Notificado desta decisão, o Ministério Público veio dela interpor recurso para o plenário do Tribunal Constitucional, nos termos do artigo 79.º-D da Lei do Tribunal Constitucional, visando dirimir o conflito jurisprudencial, decorrente do juízo de inconstitucionalidade normativa formulado no acórdão n.º 96/2004, em oposição ao juízo de constitucionalidade formulado neste acórdão n.º 657/2006.
O relator (por vencimento) ordenou a produção de alegações,
ficando recorrente e recorridos notificados para se pronunciarem, querendo, sobre a eventualidade de se poder vir a não tomar conhecimento do recurso, por falta de identidade entre a norma não julgada inconstitucional no Acórdão recorrido e a norma julgada inconstitucional no Acórdão que é fundamento do recurso (o Acórdão n.º 94/2004), designadamente na parte em que este último se refere ao executado que não é titular de outros bens penhoráveis suficientes para satisfazer a dívida exequenda.
O recorrente veio alegar dizendo:
1. Apreciação da questão prévia oficiosamente colocada
É inquestionável que o recurso para o Plenário do Tribunal Constitucional visando a resolução de conflitos jurisprudenciais pressupõe uma colisão entre os julgamentos de constitucionalidade e inconstitucionalidade, constantes do acórdão recorrido e do acórdão fundamento: tal implica naturalmente que tenha sido a mesma dimensão normativa de certo preceito legal a ter sido contraditoriamente apreciada por um e outro de tais arestos.
No caso ora em apreciação, é certo que há uma diferença entre as formulações que constam da parte decisória dos acórdãos n.ºs 657/06 e 96/04 e que se expressa fundamentalmente no facto de este último condicionar expressamente o juízo de inconstitucionalidade da norma apreciada à circunstância de o executado não ser titular de outros bens penhoráveis suficientes para satisfazer a dívida exequenda, ao passo que o acórdão proferido nestes autos é omisso sobre tal circunstância.

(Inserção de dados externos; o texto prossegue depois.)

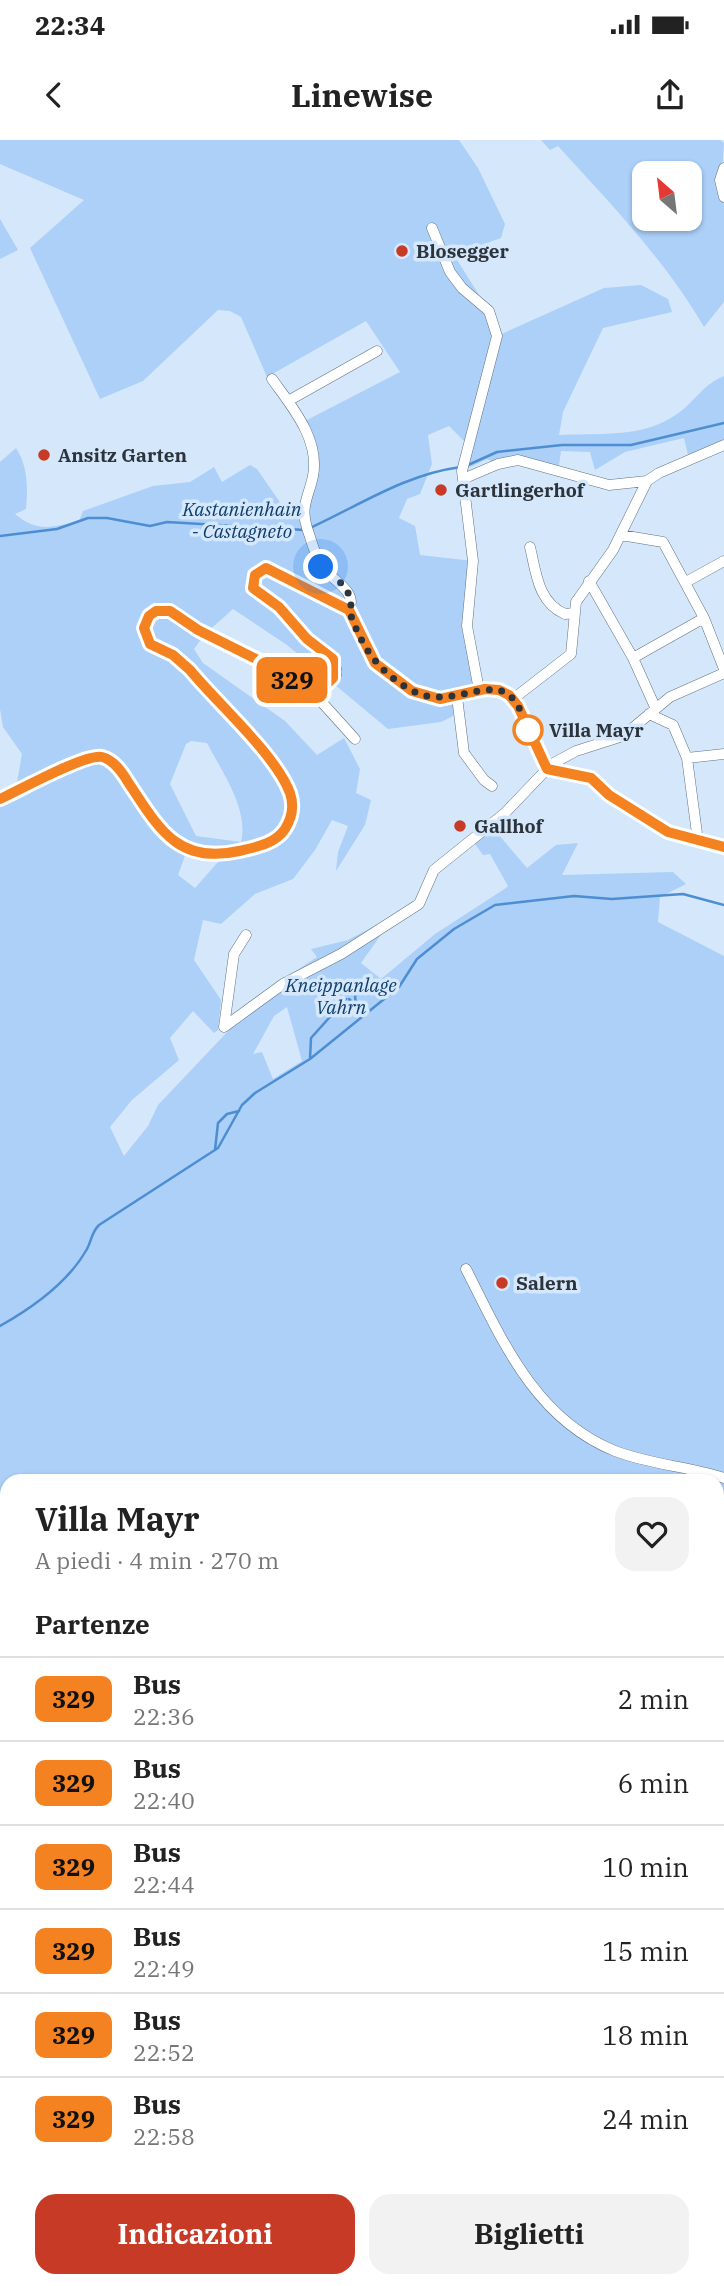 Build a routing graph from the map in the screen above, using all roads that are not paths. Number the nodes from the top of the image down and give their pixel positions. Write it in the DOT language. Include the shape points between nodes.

Tal omissão poderia, desde logo, resultar do facto de, no caso dos autos, não resultar (pelo menos explicitamente) da decisão recorrida que o executado não é titular de outros bens penhoráveis suficientes para satisfazer a dívida exequenda (estando, deste modo, em causa matéria de facto não apurada pelas instâncias).
Importa, porém, verificar se na lógica decisória do douto acórdão proferido nestes autos tal circunstância (a não titularidade de outros bens penhoráveis), não apurada pelas instâncias, se configura como relevante ou irrelevante para a formulação do juízo de constitucionalidade cometido a este Tribunal Constitucional: na verdade, a considerar-se que tal facto negativo é relevante para o sentido do julgamento de inconstitucionalidade, não haverá efectiva contradição entre o acórdão recorrido e o acórdão fundamento, já que as soluções (aparentemente antagónicas) alcançadas por um e outro radicariam, afinal, em particularidades ou especificidades normativamente relevantes de cada um dos casos ali apreciados e decididos.
Se, pelo contrário, se entender que, na lógica subjacente ao douto acórdão n.º 657/06, seria, afinal, irrelevante para o juízo de constitucionalidade a emitir a questão da existência e titularidade pelo executado de outros bens, já se poderá entender que ocorre efectiva contradição de soluções jurídico-constitucionais, uma vez que a solução de não inconstitucionalidade normativa seria a mesma, quer existissem ou não outros bens penhoráveis, para além do salário mínimo.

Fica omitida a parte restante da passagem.